- [WHAT TO DO]: Below are the data; count the lines with the string "Olinda" in them and give that number only.

- [DATA PROVIDED]:
--- --- ---
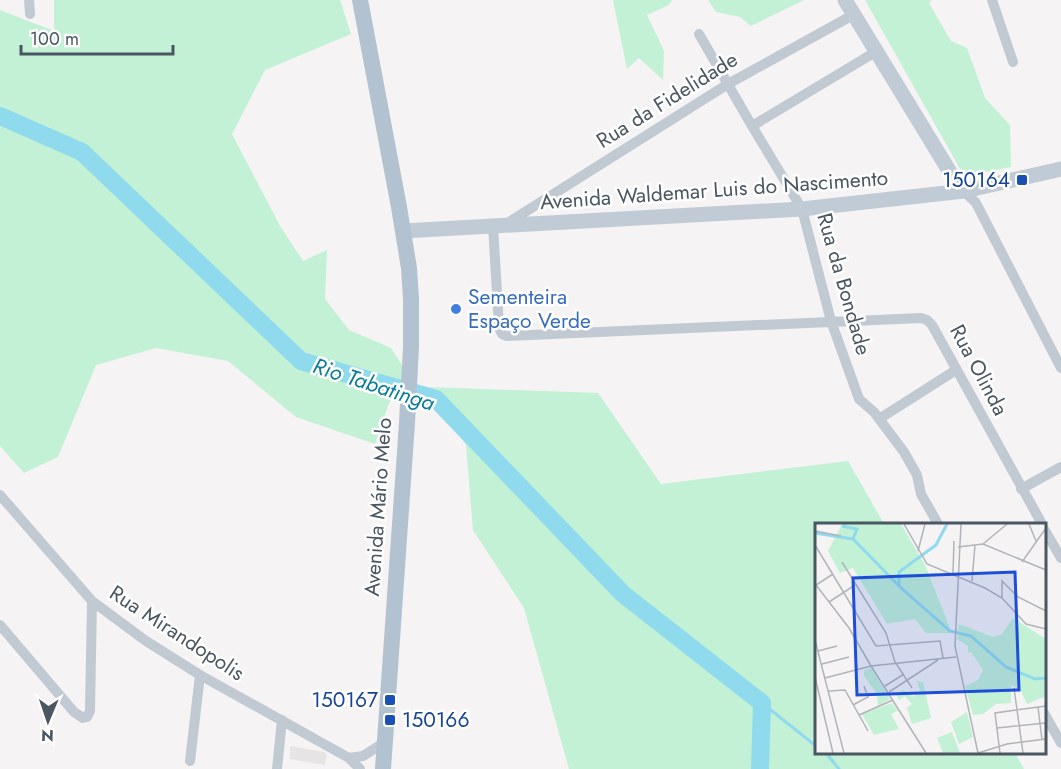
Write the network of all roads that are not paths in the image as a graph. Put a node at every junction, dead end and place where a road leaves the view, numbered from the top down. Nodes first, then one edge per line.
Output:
1 (29, 0) edge
2 (360, 0) edge
3 (845, 0) edge
4 (992, 0) edge
5 (30, 14) dead end
6 (853, 15) junction
7 (699, 34) dead end
8 (877, 51) junction
9 (1013, 62) dead end
10 (728, 84) junction
11 (752, 126) junction
12 (1061, 169) edge
13 (964, 191) junction
14 (802, 209) junction
15 (499, 225) junction
16 (403, 231) junction
17 (831, 321) junction
18 (1061, 368) edge
19 (956, 370) junction
20 (879, 418) junction
21 (1061, 467) edge
22 (1021, 489) junction
23 (0, 495) edge
24 (937, 523) edge
25 (1041, 523) edge
26 (1046, 533) edge
27 (1061, 558) edge
28 (92, 601) junction
29 (106, 612) junction
30 (0, 626) edge
31 (91, 633) junction
32 (200, 675) junction
33 (1046, 717) edge
34 (1061, 718) edge
35 (282, 720) junction
36 (1051, 724) junction
37 (385, 742) junction
38 (1061, 743) edge
39 (349, 758) junction
40 (190, 761) dead end
41 (277, 769) edge
42 (360, 769) edge
43 (383, 769) edge

1 - 5 street
2 - 16 main road, Avenida Mário Melo
3 - 6 main road
4 - 9 street
6 - 8 main road
6 - 10 street, Rua da Fidelidade
7 - 10 street, Rua da Bondade
8 - 11 street
8 - 13 main road
10 - 11 street, Rua da Bondade
10 - 15 street, Rua da Fidelidade
11 - 14 street, Rua da Bondade
12 - 13 main road, Avenida Waldemar Luis do Nascimento
13 - 14 main road, Avenida Waldemar Luis do Nascimento
13 - 18 street
14 - 15 main road, Avenida Waldemar Luis do Nascimento
14 - 17 street, Rua da Bondade
15 - 16 main road, Avenida Waldemar Luis do Nascimento
15 - 17 street
16 - 37 main road, Avenida Mário Melo
17 - 19 street, Rua Olinda
17 - 20 street, Rua da Bondade
19 - 20 street
19 - 22 street, Rua Olinda
20 - 24 street, Rua da Bondade
21 - 22 street
22 - 25 street, Rua Olinda
23 - 28 street, Rua Mirandopolis
26 - 27 street
28 - 29 street, Rua Mirandopolis
28 - 31 street
29 - 31 street
29 - 32 street, Rua Mirandopolis
30 - 31 street
32 - 35 street, Rua Mirandopolis
32 - 40 street
33 - 36 street
34 - 36 street
35 - 39 street, Rua Mirandopolis
35 - 41 street
36 - 38 street
37 - 39 street
37 - 43 main road, Avenida Mário Melo
39 - 42 street, Rua Mirandopolis

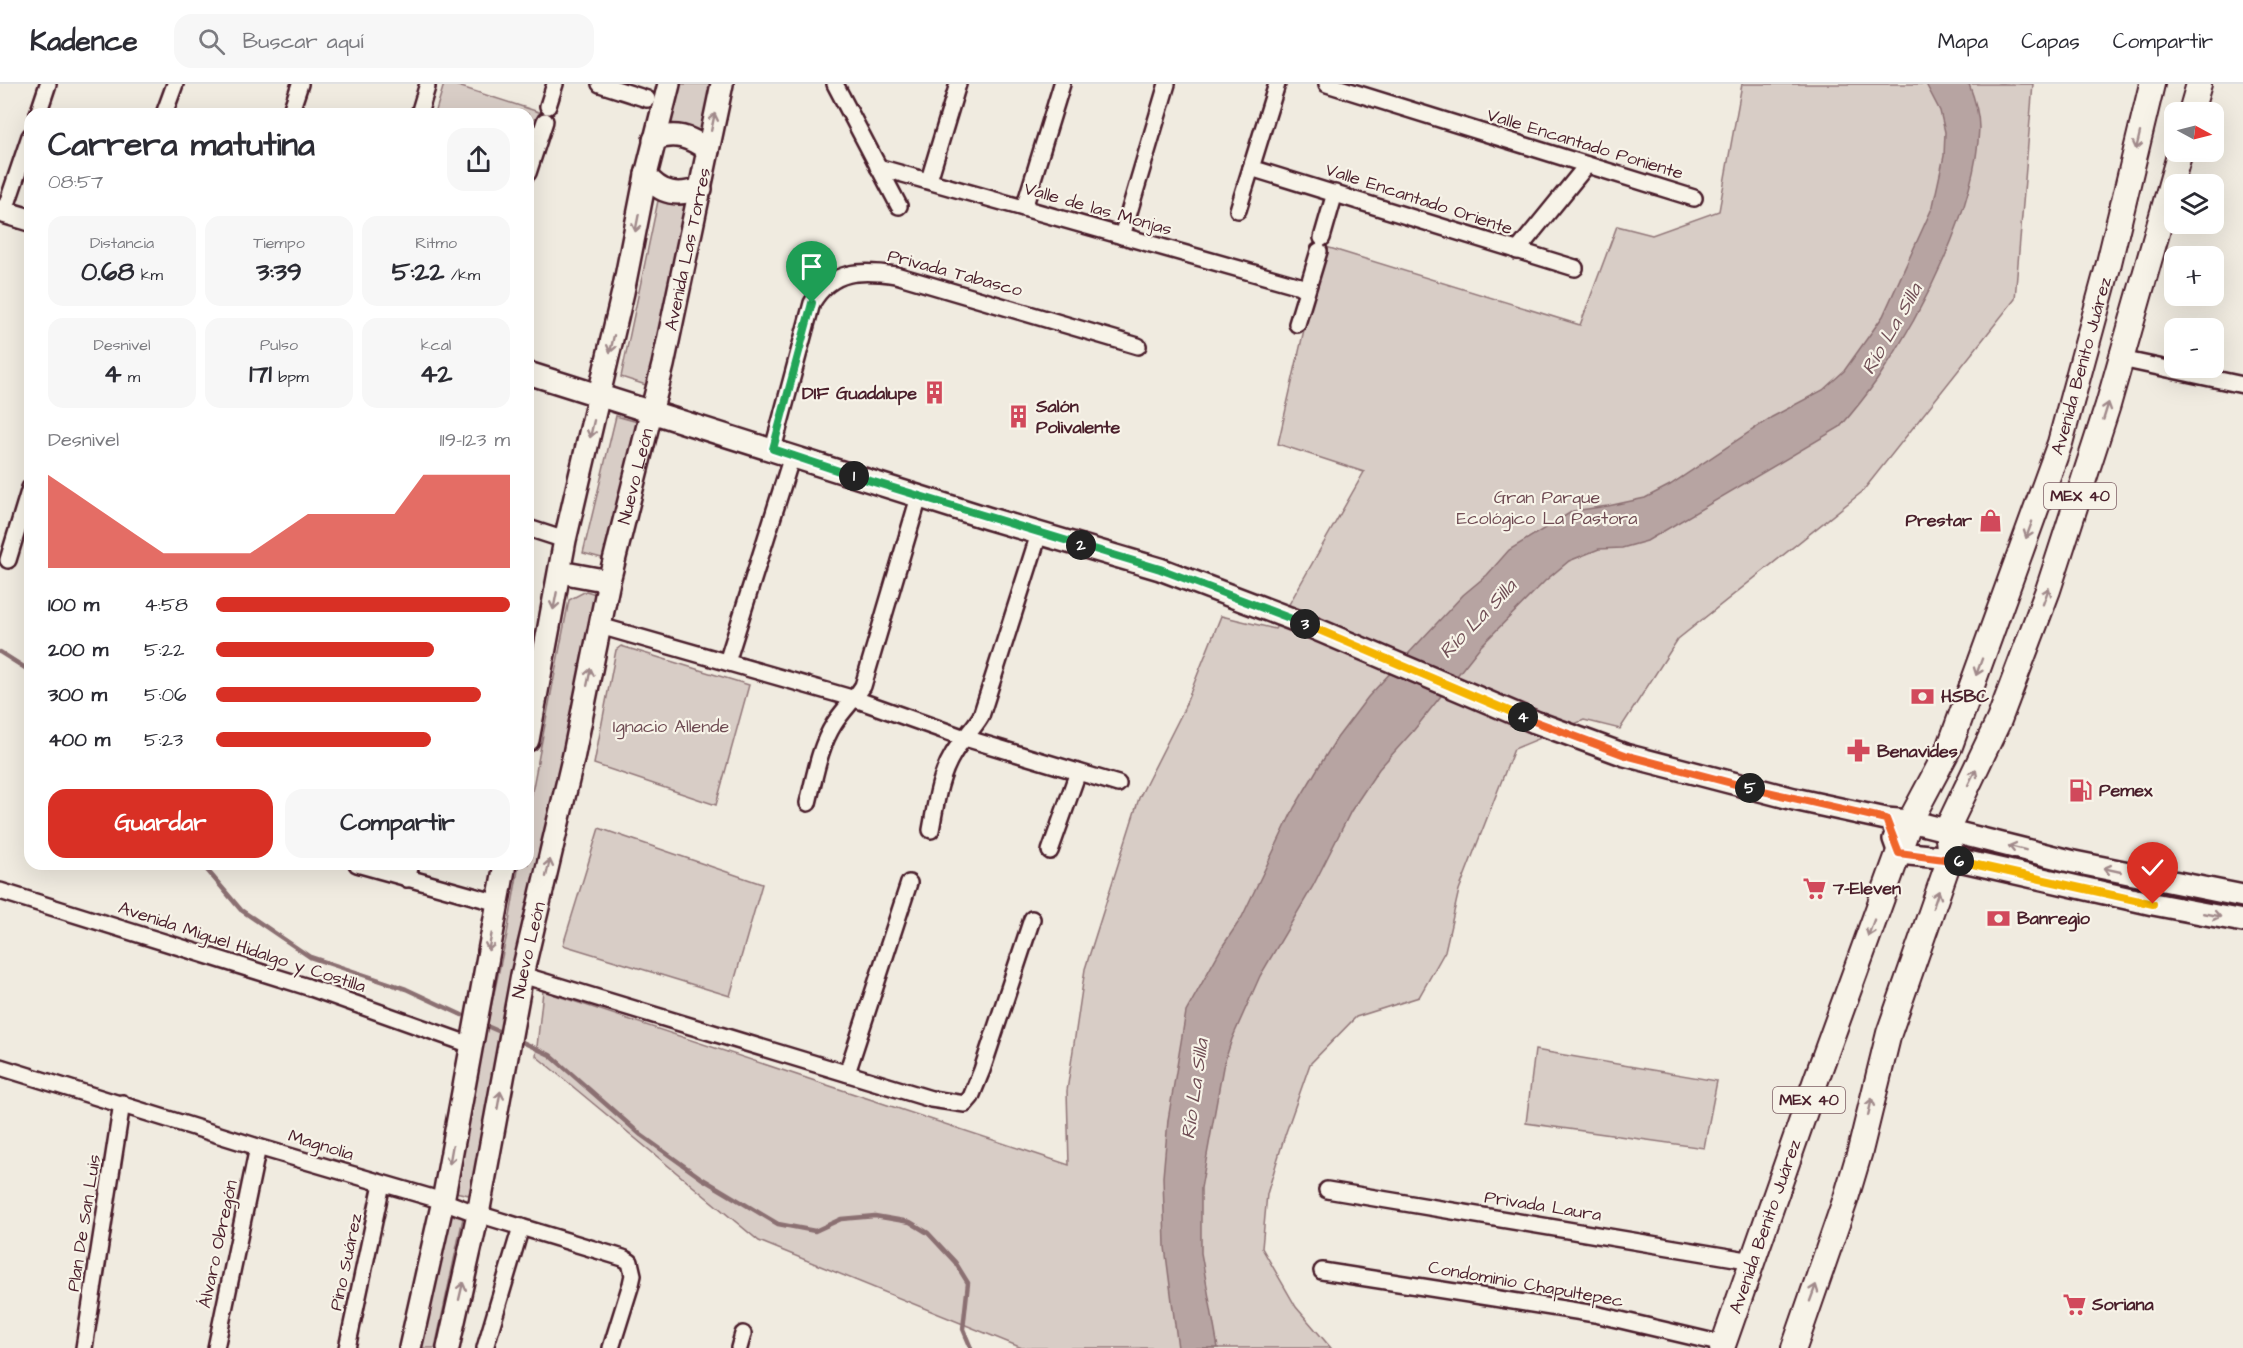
--- --- ---
- [RESPONSE BELOW]: 3